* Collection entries
☆ ☆ ☆ ☆ ☆

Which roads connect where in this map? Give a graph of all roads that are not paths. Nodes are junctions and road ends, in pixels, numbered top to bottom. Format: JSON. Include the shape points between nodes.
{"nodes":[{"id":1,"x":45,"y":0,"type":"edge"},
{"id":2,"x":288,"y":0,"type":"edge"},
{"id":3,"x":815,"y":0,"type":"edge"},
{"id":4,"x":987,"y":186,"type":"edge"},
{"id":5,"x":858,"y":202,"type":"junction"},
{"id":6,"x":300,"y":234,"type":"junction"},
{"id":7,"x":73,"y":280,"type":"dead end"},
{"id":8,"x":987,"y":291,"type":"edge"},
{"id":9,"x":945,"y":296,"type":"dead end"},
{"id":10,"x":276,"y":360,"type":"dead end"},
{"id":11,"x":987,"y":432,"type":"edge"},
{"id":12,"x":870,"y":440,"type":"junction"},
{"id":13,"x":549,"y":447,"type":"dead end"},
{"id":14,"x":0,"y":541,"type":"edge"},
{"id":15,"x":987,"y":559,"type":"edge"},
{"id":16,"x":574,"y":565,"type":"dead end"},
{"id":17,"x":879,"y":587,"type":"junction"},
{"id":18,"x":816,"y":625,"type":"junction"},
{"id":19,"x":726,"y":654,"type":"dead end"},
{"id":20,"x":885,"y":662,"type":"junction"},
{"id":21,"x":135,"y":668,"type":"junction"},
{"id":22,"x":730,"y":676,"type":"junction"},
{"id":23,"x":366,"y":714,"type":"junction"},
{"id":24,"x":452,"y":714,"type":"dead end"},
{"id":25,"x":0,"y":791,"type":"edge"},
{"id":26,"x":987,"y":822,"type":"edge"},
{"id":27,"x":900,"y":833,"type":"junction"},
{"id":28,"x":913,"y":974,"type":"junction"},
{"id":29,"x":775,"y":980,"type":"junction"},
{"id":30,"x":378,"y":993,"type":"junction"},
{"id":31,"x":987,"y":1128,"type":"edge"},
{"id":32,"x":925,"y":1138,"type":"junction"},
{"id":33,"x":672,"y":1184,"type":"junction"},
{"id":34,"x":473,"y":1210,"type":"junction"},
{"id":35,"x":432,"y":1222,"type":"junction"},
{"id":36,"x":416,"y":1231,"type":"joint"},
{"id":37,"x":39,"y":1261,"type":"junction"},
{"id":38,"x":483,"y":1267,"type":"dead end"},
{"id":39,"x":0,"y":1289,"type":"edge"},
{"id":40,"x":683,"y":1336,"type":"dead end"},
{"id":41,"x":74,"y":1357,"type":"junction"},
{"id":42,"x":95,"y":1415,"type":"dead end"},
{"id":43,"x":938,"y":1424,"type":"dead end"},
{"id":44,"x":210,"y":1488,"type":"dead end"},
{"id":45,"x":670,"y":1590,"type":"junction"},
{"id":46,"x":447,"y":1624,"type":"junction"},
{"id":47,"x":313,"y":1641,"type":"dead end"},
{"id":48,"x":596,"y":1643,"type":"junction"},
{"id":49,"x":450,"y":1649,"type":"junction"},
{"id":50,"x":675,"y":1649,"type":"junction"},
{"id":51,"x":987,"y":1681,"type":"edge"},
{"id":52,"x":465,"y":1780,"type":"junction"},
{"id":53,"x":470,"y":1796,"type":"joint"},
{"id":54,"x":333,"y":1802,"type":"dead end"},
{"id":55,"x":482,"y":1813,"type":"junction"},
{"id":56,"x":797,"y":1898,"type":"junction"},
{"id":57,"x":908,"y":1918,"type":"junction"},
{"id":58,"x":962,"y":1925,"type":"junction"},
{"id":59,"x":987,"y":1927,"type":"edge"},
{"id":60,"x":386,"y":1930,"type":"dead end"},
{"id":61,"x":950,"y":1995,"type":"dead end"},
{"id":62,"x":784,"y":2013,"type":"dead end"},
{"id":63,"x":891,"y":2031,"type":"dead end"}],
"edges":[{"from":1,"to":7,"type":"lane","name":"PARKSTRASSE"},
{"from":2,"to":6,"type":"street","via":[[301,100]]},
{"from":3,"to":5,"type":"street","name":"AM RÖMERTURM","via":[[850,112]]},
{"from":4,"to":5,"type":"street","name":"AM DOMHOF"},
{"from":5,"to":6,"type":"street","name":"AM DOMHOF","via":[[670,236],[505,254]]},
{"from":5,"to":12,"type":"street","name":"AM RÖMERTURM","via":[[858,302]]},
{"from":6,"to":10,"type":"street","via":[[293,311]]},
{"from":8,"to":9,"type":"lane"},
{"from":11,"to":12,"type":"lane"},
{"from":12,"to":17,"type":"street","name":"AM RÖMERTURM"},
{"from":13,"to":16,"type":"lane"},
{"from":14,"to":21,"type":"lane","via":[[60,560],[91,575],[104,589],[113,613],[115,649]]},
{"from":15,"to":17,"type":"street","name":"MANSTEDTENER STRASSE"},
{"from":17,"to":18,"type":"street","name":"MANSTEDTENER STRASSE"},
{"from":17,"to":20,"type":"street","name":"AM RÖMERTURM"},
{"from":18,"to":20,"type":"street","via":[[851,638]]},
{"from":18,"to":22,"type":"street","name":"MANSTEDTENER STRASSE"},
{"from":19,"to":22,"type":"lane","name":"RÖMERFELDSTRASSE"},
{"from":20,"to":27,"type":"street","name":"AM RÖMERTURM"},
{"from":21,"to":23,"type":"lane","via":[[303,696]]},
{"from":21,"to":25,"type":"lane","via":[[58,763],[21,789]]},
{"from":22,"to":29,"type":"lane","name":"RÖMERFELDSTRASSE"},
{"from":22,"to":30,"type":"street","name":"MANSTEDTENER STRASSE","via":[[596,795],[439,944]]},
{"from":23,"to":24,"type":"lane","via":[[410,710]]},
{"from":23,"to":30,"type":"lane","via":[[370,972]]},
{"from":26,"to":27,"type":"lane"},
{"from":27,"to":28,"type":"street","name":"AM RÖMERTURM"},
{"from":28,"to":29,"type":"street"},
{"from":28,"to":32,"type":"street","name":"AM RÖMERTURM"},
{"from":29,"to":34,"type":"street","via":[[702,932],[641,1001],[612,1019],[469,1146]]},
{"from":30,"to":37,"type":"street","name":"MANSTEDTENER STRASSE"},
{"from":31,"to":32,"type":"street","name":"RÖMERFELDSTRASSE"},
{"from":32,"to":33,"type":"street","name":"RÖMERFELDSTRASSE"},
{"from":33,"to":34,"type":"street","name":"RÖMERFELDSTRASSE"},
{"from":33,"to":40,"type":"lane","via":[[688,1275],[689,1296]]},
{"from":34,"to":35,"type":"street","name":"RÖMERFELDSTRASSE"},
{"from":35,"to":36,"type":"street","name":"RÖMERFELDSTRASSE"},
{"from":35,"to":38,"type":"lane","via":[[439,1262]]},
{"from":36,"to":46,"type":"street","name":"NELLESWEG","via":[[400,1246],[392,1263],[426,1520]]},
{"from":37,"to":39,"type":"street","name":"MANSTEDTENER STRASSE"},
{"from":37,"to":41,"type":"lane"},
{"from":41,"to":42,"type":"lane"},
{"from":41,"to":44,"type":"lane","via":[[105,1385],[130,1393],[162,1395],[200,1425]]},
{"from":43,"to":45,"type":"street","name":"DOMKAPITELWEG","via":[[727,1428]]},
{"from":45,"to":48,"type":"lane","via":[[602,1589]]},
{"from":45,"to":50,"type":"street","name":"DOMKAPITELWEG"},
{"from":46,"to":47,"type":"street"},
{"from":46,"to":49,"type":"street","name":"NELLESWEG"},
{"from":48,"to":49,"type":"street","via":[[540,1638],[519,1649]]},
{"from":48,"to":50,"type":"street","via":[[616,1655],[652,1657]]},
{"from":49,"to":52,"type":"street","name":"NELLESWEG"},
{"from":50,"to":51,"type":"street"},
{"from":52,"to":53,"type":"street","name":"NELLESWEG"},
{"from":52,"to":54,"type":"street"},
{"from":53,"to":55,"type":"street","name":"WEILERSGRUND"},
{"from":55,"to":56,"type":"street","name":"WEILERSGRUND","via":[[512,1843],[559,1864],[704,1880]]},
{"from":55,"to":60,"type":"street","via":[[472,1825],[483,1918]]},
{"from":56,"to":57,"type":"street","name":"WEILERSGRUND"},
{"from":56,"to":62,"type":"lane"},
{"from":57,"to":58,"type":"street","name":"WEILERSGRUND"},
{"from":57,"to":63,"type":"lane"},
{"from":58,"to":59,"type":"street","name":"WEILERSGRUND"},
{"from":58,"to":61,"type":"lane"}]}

☆ ☆ ☆ ☆ ☆

Among the lines above, find those carrying the word "NELLESWEG" and copy them out.

{"from":36,"to":46,"type":"street","name":"NELLESWEG","via":[[400,1246],[392,1263],[426,1520]]},
{"from":46,"to":49,"type":"street","name":"NELLESWEG"},
{"from":49,"to":52,"type":"street","name":"NELLESWEG"},
{"from":52,"to":53,"type":"street","name":"NELLESWEG"},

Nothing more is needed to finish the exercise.